*** Opening of Source material ***

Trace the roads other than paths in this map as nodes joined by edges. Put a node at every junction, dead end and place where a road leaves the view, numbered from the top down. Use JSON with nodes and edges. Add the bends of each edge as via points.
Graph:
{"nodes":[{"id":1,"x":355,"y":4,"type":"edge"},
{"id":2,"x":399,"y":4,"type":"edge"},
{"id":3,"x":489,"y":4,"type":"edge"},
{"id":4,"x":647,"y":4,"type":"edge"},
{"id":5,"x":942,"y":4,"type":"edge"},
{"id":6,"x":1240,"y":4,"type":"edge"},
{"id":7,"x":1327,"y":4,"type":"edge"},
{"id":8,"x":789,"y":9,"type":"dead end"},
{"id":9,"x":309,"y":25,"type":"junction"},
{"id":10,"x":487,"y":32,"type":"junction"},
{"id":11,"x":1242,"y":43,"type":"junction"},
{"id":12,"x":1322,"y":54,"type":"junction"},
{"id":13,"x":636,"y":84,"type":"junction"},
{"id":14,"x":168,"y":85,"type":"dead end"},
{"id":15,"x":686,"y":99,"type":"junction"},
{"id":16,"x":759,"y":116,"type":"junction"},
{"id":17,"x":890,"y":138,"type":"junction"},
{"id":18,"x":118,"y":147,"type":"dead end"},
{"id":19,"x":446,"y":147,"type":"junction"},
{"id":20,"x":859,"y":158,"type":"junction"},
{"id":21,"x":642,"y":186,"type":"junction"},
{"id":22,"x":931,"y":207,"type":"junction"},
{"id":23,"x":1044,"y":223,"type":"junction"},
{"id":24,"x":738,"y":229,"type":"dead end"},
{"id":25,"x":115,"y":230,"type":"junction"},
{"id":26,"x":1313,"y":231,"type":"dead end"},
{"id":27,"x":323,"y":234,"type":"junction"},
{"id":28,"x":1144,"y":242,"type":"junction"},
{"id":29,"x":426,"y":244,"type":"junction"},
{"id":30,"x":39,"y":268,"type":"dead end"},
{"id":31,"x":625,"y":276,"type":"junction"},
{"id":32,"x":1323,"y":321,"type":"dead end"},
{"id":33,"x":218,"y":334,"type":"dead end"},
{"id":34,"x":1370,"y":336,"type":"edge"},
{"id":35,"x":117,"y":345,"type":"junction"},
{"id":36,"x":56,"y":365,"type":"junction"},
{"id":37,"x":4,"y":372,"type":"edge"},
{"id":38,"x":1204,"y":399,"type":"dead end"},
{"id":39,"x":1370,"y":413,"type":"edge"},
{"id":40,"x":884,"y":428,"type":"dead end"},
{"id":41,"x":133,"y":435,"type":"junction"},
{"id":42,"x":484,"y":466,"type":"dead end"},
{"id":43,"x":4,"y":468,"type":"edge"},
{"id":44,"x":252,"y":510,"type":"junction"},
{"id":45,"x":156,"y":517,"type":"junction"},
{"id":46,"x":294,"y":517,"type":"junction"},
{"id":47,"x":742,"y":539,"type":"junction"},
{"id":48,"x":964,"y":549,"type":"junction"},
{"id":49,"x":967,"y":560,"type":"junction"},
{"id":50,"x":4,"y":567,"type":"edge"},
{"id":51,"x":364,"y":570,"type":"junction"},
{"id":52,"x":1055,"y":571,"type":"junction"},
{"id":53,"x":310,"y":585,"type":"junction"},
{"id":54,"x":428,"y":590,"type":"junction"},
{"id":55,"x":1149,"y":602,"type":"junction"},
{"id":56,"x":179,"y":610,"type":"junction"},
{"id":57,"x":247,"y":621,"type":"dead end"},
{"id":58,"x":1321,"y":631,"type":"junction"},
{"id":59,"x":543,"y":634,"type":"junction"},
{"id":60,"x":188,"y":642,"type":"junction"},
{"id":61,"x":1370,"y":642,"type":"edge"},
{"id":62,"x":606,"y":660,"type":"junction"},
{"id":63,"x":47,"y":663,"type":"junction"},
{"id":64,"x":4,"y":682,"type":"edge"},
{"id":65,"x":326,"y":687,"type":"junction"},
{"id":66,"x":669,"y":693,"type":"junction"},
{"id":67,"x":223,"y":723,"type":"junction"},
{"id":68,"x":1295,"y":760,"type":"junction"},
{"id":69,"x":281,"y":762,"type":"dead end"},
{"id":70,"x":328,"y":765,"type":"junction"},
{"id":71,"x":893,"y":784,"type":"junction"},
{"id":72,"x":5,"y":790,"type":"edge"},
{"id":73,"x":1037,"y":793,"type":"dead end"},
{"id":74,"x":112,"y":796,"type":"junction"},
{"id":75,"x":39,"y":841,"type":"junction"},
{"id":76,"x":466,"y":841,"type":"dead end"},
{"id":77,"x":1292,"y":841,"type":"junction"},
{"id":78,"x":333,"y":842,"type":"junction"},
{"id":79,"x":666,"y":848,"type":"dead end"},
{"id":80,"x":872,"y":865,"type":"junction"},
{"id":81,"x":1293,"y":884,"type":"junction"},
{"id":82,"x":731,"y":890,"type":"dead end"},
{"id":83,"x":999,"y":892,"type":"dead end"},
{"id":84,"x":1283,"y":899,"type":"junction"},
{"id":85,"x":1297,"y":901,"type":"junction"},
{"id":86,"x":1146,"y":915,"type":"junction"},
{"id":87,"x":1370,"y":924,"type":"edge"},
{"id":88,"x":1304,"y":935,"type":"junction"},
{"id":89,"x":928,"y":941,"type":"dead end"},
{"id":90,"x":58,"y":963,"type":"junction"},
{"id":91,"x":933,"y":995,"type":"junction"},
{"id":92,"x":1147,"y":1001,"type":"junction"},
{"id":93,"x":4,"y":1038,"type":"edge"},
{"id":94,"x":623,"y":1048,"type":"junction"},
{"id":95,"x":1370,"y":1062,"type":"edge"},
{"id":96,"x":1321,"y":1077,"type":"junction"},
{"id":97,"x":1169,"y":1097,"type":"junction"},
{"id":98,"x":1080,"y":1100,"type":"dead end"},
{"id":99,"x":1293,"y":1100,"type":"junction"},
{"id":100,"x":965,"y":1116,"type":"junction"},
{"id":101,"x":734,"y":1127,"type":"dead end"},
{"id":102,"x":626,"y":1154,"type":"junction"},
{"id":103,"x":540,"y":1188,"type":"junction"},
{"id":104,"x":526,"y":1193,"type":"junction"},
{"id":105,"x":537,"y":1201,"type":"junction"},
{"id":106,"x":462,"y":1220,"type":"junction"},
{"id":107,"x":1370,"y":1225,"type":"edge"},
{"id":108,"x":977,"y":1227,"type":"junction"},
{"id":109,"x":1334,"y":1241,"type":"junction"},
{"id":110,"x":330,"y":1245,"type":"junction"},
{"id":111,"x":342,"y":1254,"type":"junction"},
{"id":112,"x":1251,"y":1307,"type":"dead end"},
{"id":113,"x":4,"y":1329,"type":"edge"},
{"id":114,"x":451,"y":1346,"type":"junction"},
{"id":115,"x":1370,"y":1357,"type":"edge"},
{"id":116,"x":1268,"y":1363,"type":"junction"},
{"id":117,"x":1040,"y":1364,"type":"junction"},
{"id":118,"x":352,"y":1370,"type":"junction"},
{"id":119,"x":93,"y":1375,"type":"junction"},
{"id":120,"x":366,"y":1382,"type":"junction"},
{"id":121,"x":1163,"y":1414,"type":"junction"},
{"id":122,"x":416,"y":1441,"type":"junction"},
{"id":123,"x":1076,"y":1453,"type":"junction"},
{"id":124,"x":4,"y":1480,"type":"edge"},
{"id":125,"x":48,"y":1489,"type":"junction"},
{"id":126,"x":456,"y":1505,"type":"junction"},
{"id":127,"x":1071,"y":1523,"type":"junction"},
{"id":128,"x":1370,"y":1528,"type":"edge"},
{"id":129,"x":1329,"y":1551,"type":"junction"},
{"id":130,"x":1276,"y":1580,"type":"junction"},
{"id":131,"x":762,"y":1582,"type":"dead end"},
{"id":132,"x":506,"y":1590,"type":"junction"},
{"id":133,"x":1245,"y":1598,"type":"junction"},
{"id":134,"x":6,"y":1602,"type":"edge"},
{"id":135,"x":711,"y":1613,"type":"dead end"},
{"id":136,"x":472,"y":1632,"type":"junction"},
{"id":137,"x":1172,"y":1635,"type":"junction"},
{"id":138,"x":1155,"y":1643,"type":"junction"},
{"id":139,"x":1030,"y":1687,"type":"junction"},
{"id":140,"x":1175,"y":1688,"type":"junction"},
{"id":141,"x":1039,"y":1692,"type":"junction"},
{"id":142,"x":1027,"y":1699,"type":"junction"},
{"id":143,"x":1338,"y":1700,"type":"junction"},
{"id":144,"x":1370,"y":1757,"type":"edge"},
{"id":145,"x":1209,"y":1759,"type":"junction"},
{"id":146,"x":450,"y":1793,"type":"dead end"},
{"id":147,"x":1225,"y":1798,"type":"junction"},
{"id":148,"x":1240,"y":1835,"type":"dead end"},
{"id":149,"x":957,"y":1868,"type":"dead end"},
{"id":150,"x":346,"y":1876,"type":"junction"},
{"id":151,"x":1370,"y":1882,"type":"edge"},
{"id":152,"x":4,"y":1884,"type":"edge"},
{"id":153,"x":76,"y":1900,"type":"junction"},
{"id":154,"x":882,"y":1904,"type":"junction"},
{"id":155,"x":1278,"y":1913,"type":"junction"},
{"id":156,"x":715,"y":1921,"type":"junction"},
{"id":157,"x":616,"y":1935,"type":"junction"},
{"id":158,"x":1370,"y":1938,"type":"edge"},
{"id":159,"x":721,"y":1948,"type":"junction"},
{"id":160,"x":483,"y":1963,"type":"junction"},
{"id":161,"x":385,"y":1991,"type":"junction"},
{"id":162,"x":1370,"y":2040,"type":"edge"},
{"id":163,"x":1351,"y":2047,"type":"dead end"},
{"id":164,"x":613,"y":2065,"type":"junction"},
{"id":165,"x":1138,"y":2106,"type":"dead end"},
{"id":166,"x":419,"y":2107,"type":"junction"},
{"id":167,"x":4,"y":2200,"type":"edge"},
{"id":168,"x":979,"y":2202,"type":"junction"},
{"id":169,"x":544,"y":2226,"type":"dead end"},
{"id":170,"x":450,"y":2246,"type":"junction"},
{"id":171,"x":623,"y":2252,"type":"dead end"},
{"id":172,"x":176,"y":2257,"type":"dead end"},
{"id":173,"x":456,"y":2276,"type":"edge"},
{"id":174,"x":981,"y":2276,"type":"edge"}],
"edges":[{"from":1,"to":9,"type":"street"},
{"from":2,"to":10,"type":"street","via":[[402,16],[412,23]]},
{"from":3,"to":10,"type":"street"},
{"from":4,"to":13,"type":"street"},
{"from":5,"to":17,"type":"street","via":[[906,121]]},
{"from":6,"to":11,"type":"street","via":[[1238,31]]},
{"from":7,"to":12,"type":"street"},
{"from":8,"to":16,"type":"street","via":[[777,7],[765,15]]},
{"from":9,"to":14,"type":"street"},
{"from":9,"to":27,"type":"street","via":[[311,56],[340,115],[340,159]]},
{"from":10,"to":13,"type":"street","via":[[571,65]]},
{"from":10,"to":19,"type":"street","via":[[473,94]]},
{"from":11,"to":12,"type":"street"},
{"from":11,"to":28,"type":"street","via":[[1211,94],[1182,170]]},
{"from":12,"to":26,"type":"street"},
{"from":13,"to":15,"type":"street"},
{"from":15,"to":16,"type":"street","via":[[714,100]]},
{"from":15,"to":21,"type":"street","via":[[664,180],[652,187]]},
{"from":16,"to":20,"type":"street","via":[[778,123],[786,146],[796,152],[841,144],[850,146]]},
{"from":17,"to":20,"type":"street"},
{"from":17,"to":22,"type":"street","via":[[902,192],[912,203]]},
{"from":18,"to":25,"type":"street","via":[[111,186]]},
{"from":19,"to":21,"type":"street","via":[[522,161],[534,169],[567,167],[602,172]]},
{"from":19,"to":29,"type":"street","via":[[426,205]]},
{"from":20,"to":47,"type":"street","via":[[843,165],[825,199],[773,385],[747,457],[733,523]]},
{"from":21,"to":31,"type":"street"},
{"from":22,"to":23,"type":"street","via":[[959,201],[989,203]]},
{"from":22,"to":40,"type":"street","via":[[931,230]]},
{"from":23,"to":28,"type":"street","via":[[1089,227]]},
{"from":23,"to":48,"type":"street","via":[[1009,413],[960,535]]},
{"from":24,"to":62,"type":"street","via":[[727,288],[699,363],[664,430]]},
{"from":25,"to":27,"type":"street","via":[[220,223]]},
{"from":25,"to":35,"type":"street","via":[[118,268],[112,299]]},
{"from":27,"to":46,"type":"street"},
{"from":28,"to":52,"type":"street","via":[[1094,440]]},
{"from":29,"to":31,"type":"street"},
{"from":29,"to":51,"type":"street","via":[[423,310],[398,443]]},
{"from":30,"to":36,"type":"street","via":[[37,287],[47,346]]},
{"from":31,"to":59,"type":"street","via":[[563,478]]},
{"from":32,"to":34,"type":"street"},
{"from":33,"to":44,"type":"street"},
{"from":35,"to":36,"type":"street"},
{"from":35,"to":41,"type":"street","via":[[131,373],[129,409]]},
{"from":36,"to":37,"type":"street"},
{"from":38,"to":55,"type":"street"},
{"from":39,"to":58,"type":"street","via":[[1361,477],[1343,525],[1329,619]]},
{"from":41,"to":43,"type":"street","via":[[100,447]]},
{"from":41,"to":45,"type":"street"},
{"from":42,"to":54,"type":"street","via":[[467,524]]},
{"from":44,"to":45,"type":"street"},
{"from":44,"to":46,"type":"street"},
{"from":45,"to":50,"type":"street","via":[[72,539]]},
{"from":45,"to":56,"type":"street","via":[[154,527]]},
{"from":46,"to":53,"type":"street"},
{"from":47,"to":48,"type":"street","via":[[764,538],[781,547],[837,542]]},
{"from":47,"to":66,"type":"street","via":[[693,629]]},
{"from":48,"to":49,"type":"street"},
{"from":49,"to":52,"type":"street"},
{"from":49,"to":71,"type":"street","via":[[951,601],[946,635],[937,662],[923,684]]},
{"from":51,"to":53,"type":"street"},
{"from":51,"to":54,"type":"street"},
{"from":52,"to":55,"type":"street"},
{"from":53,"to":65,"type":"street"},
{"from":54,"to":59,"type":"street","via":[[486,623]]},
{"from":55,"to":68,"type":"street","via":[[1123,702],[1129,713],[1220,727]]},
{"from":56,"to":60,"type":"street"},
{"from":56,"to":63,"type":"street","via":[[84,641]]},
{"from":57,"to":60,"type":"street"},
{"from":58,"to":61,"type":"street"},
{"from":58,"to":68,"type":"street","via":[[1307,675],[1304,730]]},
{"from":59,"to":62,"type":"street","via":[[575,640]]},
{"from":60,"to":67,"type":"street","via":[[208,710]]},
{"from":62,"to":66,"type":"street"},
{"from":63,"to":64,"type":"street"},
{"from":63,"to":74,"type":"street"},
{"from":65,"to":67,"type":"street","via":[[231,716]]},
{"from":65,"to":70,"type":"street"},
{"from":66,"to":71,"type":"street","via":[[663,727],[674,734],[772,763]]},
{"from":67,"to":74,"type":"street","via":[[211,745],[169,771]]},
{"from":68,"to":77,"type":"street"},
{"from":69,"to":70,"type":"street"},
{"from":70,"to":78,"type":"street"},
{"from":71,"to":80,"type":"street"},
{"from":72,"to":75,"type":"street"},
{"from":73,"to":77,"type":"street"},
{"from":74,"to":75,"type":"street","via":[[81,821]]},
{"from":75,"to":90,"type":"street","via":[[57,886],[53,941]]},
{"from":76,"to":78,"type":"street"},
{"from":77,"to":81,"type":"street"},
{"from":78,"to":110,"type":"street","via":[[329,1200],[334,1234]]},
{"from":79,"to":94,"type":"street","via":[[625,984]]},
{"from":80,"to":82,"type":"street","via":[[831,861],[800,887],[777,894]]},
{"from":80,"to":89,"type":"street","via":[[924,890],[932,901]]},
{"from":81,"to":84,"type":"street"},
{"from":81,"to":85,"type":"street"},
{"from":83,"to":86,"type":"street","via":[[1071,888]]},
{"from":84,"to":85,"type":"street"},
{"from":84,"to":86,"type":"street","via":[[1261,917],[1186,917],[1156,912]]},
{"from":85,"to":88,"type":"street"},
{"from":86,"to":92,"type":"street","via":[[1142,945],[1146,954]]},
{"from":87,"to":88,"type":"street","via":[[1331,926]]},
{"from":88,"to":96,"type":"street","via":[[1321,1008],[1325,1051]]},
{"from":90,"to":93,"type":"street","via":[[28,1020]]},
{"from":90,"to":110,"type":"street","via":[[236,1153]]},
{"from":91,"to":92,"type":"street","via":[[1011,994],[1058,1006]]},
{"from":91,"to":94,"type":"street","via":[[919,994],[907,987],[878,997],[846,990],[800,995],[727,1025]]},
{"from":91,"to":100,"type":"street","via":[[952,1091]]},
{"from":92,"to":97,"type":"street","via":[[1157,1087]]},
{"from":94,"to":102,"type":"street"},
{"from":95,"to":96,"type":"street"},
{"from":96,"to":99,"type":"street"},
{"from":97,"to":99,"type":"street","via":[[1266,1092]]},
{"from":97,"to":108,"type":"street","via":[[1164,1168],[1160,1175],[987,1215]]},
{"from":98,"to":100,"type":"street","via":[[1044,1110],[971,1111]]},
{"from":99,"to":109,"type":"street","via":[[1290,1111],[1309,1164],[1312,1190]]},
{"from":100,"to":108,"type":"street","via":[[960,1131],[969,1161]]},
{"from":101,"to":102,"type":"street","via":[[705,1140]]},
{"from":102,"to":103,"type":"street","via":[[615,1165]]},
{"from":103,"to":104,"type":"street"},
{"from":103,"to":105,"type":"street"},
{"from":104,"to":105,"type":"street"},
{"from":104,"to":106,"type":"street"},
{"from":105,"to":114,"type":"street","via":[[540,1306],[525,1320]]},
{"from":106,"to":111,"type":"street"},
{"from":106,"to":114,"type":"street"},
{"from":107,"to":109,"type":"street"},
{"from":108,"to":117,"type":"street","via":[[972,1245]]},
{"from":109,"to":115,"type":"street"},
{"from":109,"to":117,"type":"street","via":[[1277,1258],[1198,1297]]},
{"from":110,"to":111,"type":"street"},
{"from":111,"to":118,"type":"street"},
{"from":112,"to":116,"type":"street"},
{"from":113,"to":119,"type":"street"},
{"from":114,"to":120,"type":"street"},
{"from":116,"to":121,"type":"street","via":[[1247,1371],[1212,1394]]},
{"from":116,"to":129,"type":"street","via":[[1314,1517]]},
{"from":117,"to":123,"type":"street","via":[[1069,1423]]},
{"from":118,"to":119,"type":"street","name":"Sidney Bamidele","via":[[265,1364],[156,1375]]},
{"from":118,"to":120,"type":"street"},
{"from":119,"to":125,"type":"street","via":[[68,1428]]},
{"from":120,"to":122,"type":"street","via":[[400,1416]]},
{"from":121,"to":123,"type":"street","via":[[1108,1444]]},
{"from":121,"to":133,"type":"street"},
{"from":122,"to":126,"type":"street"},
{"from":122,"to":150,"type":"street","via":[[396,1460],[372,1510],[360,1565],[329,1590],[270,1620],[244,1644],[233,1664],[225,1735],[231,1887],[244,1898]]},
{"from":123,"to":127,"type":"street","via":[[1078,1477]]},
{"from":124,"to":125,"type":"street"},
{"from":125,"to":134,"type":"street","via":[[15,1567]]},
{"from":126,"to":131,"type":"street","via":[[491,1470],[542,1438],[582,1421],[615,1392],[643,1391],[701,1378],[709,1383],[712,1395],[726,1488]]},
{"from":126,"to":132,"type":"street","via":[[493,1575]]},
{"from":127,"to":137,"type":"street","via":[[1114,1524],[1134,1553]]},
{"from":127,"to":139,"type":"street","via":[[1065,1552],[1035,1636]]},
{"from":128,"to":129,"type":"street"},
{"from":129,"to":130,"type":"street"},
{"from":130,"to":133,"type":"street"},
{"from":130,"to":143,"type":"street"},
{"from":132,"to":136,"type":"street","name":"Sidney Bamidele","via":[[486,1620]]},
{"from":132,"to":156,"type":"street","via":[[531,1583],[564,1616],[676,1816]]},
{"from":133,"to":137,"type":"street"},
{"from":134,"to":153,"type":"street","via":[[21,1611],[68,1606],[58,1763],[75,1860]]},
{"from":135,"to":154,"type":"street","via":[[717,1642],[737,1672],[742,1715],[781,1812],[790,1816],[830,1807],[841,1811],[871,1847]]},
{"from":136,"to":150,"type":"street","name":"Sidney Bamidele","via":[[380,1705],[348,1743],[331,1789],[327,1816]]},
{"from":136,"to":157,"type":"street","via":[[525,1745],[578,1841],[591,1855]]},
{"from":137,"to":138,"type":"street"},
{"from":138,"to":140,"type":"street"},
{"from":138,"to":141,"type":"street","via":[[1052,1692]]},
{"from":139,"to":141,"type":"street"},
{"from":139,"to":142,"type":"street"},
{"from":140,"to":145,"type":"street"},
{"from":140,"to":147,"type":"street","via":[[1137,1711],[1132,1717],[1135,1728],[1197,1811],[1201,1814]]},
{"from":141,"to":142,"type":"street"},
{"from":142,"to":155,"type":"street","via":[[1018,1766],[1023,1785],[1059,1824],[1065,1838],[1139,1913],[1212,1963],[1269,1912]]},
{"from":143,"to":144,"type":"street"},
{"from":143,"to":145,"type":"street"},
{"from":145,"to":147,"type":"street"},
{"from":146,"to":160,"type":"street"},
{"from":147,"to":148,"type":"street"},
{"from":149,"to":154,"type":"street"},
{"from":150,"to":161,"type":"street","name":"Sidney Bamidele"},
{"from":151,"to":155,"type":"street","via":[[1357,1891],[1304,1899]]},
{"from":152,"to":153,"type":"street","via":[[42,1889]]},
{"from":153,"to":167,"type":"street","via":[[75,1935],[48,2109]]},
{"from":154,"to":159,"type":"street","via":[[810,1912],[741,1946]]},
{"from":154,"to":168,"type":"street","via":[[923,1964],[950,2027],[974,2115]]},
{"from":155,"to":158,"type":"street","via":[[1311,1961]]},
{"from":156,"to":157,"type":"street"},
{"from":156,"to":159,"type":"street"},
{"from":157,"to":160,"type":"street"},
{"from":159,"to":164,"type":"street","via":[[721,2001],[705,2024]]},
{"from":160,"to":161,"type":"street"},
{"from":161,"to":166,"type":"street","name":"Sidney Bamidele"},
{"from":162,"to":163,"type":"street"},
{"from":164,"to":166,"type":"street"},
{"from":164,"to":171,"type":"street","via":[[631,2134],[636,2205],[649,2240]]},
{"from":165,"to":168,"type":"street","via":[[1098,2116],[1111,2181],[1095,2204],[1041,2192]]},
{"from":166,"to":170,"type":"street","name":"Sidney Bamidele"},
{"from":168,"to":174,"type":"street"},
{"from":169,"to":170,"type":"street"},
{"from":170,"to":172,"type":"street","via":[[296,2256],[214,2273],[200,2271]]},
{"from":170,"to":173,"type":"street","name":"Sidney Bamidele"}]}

*** Close of Source material ***

How to complete this task
Your answer should be every line above that contains the word "Bamidele".

Task result
{"from":118,"to":119,"type":"street","name":"Sidney Bamidele","via":[[265,1364],[156,1375]]},
{"from":132,"to":136,"type":"street","name":"Sidney Bamidele","via":[[486,1620]]},
{"from":136,"to":150,"type":"street","name":"Sidney Bamidele","via":[[380,1705],[348,1743],[331,1789],[327,1816]]},
{"from":150,"to":161,"type":"street","name":"Sidney Bamidele"},
{"from":161,"to":166,"type":"street","name":"Sidney Bamidele"},
{"from":166,"to":170,"type":"street","name":"Sidney Bamidele"},
{"from":170,"to":173,"type":"street","name":"Sidney Bamidele"}]}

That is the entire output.